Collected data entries

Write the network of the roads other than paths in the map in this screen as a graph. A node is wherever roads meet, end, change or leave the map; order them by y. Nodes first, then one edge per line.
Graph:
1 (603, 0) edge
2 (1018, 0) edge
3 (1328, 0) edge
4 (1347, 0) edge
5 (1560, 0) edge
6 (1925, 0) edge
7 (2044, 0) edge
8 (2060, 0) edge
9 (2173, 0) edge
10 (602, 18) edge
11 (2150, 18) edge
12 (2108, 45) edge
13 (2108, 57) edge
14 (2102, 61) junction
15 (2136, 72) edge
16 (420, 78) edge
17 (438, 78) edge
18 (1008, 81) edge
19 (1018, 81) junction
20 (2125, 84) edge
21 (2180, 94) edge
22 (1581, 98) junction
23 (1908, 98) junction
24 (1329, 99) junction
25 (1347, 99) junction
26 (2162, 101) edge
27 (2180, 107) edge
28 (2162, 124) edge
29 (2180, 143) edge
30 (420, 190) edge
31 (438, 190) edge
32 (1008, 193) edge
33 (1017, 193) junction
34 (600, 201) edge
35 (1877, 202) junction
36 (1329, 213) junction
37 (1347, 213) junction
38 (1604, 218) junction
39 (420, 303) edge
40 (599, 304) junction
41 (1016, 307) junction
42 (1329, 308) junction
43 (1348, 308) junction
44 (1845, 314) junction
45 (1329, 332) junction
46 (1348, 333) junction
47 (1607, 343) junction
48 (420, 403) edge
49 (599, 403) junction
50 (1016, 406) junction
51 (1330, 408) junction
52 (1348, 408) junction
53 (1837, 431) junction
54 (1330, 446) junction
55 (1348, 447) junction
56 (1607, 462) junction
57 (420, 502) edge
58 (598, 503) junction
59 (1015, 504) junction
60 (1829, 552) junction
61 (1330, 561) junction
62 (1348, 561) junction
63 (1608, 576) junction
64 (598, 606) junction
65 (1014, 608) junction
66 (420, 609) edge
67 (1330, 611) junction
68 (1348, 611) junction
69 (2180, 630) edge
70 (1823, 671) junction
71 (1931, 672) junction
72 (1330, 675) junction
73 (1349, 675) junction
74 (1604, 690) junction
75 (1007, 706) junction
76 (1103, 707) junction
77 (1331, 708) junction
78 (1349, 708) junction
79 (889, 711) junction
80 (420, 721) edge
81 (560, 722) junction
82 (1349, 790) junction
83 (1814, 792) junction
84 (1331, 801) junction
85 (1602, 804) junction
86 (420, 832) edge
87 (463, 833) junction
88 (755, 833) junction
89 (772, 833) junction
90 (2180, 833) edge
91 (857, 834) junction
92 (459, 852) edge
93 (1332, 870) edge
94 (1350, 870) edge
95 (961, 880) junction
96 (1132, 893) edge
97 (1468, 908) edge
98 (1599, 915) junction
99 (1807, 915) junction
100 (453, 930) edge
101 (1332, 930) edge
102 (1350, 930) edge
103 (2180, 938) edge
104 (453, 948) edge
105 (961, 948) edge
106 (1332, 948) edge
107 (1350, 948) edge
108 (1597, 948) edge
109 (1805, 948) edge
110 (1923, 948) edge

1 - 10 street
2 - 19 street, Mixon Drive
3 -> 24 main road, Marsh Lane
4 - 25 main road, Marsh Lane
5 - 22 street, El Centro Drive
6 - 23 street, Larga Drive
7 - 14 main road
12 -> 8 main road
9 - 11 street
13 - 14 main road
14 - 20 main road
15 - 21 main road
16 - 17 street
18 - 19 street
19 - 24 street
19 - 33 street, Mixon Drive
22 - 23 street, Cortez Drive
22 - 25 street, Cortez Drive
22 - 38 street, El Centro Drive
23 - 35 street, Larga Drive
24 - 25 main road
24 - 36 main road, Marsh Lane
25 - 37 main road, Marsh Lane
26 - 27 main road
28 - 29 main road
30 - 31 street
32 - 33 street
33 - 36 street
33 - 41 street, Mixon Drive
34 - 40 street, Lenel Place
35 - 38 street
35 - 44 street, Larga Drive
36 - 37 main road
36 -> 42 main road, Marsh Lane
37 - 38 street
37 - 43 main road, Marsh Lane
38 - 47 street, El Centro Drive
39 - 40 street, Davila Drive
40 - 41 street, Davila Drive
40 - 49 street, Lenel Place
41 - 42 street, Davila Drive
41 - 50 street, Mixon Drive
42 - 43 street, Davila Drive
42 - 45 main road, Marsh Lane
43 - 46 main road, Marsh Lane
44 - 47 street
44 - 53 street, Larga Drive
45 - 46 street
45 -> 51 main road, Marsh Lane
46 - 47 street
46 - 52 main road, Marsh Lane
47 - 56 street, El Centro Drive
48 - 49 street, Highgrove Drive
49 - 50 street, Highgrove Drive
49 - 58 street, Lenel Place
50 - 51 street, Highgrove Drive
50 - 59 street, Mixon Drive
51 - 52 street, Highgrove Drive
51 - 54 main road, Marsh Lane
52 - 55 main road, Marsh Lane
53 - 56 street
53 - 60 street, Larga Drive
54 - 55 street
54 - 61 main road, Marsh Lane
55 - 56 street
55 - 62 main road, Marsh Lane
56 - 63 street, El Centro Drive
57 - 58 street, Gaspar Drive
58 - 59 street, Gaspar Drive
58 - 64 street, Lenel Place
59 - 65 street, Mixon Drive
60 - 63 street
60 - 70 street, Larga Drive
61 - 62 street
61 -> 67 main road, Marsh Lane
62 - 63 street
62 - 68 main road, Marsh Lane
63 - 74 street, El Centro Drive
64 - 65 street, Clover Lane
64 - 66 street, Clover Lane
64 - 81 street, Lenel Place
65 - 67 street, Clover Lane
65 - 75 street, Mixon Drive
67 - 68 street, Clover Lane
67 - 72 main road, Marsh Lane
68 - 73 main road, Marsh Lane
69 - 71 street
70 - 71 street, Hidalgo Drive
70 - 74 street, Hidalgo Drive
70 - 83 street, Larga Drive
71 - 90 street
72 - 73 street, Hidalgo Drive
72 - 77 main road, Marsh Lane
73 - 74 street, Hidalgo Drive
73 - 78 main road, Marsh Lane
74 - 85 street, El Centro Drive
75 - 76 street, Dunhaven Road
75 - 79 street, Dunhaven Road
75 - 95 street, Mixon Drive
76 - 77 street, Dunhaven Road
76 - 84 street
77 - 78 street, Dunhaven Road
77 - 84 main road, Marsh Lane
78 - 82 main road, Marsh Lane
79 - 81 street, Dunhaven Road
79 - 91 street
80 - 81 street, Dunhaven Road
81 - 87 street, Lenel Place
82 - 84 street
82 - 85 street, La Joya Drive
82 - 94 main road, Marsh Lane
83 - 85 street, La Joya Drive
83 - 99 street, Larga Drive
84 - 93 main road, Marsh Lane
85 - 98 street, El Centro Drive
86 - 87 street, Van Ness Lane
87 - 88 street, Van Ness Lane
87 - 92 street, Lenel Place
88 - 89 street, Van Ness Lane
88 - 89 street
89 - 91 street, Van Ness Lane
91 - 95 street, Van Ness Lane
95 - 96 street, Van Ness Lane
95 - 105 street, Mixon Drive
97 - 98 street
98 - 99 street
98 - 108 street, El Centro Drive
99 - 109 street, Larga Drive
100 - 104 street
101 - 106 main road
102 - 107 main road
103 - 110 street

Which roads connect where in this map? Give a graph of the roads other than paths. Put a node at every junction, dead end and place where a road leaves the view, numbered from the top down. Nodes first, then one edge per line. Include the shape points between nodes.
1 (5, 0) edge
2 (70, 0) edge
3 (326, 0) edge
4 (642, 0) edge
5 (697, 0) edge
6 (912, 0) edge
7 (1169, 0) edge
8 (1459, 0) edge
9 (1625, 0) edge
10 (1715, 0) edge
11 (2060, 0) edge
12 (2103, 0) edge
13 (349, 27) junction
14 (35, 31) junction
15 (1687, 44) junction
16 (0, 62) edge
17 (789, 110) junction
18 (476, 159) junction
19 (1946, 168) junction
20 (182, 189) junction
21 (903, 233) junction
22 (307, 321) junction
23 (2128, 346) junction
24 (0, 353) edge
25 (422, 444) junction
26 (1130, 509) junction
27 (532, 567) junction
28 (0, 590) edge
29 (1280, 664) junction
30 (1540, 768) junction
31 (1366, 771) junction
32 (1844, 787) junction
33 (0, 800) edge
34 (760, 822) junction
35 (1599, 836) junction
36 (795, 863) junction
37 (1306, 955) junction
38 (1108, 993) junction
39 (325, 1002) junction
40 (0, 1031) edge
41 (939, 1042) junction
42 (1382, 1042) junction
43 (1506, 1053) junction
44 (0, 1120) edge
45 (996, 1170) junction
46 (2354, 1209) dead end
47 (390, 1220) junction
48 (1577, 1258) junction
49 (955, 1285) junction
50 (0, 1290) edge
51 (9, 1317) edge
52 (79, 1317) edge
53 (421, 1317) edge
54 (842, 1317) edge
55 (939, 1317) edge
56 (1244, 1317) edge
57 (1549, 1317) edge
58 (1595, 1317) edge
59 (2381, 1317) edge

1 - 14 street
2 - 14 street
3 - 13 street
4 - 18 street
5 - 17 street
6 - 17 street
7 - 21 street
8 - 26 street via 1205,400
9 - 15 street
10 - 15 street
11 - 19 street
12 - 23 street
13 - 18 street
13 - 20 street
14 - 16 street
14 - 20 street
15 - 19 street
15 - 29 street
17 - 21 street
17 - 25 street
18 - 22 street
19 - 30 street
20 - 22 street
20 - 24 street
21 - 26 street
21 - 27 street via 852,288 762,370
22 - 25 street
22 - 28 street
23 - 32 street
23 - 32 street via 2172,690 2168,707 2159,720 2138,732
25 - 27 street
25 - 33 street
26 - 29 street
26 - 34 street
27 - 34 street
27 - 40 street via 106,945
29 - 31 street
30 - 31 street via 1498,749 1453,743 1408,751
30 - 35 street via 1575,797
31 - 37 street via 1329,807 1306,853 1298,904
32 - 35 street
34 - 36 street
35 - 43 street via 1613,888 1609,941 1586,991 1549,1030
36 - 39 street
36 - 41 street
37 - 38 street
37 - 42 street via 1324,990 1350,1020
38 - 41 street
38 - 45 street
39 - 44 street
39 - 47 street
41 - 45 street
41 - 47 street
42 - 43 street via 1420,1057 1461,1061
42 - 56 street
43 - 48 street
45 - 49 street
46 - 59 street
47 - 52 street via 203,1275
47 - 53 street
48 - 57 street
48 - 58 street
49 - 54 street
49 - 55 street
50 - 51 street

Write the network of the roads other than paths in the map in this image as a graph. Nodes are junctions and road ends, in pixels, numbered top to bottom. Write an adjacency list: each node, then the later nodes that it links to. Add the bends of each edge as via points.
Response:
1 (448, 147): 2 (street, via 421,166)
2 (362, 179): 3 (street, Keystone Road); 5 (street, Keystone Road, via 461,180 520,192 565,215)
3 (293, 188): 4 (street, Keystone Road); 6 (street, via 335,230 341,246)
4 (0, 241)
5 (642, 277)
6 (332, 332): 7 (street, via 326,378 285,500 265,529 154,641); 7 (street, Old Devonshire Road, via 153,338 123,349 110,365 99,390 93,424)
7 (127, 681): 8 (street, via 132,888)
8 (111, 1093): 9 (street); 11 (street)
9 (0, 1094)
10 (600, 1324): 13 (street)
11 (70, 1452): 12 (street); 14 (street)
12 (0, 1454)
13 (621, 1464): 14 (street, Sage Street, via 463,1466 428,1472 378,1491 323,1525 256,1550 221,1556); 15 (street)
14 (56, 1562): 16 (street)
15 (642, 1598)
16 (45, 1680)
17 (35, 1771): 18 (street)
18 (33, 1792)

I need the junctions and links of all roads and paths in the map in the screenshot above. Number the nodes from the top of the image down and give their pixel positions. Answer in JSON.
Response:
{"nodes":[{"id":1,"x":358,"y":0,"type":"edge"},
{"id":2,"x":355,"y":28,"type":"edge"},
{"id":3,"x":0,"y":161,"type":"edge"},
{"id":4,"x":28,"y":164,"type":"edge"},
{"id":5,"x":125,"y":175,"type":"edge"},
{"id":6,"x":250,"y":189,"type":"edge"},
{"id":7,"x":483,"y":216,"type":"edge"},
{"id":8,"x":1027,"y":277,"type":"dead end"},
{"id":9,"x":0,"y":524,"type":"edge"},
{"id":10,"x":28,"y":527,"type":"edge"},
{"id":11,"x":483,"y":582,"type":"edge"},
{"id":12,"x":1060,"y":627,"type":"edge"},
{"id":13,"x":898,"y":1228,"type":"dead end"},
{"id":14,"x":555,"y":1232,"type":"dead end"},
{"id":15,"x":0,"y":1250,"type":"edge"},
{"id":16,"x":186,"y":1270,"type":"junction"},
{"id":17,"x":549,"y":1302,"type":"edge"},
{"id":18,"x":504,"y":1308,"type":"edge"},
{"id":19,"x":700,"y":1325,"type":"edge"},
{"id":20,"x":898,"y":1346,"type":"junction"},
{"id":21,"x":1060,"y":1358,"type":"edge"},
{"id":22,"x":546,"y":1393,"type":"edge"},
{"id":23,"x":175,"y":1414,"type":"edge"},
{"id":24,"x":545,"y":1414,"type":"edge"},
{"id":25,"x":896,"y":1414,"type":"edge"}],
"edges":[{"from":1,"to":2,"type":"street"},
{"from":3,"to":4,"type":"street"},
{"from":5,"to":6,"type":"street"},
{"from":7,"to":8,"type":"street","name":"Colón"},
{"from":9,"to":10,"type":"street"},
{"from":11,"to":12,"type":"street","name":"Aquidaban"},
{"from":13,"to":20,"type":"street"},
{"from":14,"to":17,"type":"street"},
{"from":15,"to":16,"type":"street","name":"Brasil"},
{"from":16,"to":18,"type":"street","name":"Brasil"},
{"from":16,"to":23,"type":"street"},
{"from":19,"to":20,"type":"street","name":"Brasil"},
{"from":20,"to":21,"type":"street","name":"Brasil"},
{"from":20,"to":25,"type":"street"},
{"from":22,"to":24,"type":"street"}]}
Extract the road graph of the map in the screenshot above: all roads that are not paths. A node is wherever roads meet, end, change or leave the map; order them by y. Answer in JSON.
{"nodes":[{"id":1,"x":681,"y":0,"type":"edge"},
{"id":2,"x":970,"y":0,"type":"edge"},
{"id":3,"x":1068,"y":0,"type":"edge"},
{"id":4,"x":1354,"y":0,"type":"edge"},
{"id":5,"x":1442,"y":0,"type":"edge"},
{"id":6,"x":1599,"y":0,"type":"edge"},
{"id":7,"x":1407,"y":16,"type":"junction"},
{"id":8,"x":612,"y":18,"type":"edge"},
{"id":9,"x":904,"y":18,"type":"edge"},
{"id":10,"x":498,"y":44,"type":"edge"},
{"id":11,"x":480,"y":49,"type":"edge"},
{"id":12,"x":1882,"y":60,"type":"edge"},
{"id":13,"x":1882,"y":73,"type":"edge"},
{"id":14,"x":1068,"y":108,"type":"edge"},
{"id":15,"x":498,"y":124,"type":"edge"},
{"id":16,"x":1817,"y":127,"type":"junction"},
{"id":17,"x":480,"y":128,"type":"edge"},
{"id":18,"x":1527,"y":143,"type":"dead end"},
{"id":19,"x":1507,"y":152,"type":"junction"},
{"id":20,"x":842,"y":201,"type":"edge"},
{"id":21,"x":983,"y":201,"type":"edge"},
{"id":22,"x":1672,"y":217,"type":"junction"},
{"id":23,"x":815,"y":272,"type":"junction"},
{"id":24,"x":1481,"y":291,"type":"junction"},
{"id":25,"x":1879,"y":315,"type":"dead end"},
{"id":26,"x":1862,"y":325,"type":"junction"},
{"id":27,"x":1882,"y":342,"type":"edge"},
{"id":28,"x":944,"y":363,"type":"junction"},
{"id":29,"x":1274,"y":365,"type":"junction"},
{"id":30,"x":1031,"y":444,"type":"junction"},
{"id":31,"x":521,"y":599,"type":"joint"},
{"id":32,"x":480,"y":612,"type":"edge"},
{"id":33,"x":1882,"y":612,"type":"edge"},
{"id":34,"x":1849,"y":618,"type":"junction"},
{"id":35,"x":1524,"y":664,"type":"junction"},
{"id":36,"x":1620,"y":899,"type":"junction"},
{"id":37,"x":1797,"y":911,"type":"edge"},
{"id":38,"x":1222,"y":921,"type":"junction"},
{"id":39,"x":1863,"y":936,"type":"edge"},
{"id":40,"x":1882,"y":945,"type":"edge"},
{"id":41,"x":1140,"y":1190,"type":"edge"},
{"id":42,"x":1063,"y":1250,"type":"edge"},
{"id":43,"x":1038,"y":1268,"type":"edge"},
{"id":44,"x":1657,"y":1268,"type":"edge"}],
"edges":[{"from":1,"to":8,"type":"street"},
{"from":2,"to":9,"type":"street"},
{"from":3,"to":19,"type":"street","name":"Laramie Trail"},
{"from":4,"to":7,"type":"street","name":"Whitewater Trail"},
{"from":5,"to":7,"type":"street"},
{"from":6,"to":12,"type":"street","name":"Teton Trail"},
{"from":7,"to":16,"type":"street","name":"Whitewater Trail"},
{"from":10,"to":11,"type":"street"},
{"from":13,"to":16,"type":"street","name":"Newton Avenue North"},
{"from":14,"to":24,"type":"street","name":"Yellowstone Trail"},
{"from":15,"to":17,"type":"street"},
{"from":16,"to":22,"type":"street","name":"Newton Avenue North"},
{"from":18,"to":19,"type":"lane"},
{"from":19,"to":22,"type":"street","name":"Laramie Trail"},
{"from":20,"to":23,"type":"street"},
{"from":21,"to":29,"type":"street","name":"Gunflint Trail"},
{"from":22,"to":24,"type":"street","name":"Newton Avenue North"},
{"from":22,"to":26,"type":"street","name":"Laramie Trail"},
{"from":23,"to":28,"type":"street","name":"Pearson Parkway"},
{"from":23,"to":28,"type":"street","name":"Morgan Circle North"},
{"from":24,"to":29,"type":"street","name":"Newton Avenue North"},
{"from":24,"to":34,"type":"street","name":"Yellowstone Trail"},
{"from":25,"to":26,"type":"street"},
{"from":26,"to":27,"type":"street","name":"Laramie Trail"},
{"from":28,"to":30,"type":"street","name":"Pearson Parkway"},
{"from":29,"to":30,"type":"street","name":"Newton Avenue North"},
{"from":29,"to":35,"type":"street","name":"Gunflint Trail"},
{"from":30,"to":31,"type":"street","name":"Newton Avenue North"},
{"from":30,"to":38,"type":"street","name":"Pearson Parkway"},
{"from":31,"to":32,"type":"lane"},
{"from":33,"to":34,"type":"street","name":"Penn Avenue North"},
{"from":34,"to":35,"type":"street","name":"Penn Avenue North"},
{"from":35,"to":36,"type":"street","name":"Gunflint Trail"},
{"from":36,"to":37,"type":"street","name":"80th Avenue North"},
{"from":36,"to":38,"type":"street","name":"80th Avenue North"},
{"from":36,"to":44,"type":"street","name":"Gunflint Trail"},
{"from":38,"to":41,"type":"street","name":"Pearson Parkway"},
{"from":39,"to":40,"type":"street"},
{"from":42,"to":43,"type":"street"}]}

Problem statement -> Only a number is wanted here: how many lines in the data above include the string "Centro"?

Solution below -> 9